Selain itu, tampaknya kita perlu terus mempromosikan interreligious education (pendidikan antar-iman) sebagai upaya membuka cakrawala berpikir peserta didik. Di Indonesia, pendidikan agama biasanya menggunakan konsep monoreligius education. Maksudnya peserta didik hanya belajar tentang satu agama yang dianutnya saja sehingga tidak belajar ajaran agama lain. Pola pendidikan seperti ini akhirnya tidak memberikan kesempatan pada peserta didik untuk mengenal dan memahami ajaran agama orang lain. Sehingga berpotensi memunculkan ekslusivitas dalam menutup interaksinya dengan penganut agama yang berbeda. Tentu saja tujuan inti interreligious education bukan untuk menggoyahkan keyakinan dan membuat peserta didik berpindah keyakinan. Tujuannya sekedar memperkenalkan bahwa masing-masing agama memiliki jalan keselamatannya dan sama-sama mengajarkan tentang kebaikan.
Pendidikan multikulturalisme pun semakin urgen diajarkan kepada para siswa. Bikhu Parekh, dalam Rethingking Multiculturalims:Cultural Diversity and Political Theory, menyebutkan pendidikan multikultural adalah pendidikan yang bebas, dalam hal bebas dari prasangka dan bias etnis, dan kebebasan untuk mengeksplorasi dan belajar dari budaya dan perspektif dari orang yang berbeda (2002: 230). Model pendidikan ini penting sebab kita hidup di negara Indonesia yang memiliki kemajemukan yang sangat kental. Dimana identitas yang berbeda tersebar di berbagai penjuru wilayahnya. Murid yang telah mendapatkan nafas multikulturalisme niscaya bisa melihat perbedaan sebagai hal yang menyenangkan dan wajib diterima. Sebab tidak ada satu manusia pun yang bisa menghindari diri dari pihak lain yang berbeda dengannya. Kesadaran itu yang memicu perilaku santun dan menghormati orang di sekelilingnya.

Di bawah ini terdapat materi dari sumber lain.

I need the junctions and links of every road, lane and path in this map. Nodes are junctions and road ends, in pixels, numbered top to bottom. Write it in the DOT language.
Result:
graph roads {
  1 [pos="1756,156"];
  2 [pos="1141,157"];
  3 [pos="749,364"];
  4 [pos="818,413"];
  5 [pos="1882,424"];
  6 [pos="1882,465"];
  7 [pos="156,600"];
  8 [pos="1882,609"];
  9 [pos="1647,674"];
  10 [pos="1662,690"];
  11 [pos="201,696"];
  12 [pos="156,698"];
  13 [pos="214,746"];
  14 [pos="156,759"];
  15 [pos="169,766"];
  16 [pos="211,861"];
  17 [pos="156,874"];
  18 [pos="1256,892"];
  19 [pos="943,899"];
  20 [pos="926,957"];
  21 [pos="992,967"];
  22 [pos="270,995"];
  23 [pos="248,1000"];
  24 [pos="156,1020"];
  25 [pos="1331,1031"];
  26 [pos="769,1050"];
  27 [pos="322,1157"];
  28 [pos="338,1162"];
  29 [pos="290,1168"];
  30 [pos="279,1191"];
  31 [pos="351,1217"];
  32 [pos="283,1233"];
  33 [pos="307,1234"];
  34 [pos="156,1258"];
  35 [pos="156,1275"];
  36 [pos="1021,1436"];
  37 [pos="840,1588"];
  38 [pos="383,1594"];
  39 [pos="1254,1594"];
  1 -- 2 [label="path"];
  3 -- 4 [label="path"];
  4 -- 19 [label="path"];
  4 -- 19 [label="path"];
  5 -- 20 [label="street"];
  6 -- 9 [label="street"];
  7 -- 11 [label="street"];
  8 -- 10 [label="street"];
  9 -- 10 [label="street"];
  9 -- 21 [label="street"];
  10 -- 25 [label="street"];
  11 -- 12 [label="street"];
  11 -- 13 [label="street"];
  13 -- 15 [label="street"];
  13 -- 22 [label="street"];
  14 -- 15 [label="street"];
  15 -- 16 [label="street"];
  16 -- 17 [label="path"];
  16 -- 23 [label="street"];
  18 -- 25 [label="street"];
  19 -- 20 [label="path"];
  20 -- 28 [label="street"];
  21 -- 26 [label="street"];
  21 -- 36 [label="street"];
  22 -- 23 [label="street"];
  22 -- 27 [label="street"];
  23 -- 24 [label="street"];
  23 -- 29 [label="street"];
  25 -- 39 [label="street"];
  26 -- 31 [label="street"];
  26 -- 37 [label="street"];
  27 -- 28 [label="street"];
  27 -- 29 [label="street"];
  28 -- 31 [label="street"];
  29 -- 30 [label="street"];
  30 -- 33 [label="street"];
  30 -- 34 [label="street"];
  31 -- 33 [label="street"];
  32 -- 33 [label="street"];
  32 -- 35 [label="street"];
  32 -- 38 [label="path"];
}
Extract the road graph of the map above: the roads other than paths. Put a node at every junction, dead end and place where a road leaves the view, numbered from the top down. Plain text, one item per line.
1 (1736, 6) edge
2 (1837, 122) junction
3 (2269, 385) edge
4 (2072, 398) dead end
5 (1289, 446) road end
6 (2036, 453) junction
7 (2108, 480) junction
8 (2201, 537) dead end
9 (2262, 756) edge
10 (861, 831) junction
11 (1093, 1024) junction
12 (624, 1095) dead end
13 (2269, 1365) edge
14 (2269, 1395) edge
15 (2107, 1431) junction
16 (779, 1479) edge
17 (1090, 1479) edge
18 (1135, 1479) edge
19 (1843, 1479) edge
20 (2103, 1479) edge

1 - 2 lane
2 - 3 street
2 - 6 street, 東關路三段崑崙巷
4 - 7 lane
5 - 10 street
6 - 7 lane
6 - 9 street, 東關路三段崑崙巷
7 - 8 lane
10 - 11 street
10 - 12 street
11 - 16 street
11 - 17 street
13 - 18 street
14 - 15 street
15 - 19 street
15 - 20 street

Jika sistem pendidikan sudah diperbaiki, maka perhatian selanjutnya adalah pada tenaga pengajarnya. Sebagai pihak yang bertanggungjawab melakukan transfer pengetahuan, seorang guru dituntut untuk menyampaikan hal-hal positif dan kebaikan bagi anak didiknya. Hindari menyuguhkan muridnya dengan ajaran-ajaran yang memiliki aroma konflik dan permusuhan. Termasuk pesa-pesan radikalisme yang bertentangan dengan kemajemukan bangsa ini. Dan kejadian seperti ini pun sering terjadi. Misalnya pada Juli 2017, dua orang guru di Balikpapan, Kalimantan Timur, diduga mengajarkan paham anti Pancasila. Keduanya menentang keberadaan Pancasila sebagai dasar negara. Kita juga ingat pada September 2017, tersebar berita seorang anak yang tewas saat berada di Suriah dalam rangka berjuang untuk ISIS. Ternyata anak ini terpengaruh teman dan gurunya yang telah berangkat ke Suriah. Atau peristiwa terakhir, saat ada seorang anak SD di Jakarta yang menjadi bahan ejekan teman-temannya karena memiliki identitas yang berbeda. Meskipun hal ini tidak bisa disalahkan sepenuhnya kepada guru, tetapi pihak pendidik semestinya bisa mencegah agar peristiwa ini tidak terjadi. Salah satunya dengan mengajarkan pentingnya menghargai keberagaman di masyarakat.
Kita berharap, pendidikan di Indonesia dapat terus mengalami peningkatan. Pendidikan anti kekerasan harus ditekankan. Selain itu, pengelolaan keberagaman harus ditanamkan kepada peserta didik sehingga membentuk mereka sebagai pribadi dengan karakter inklusif.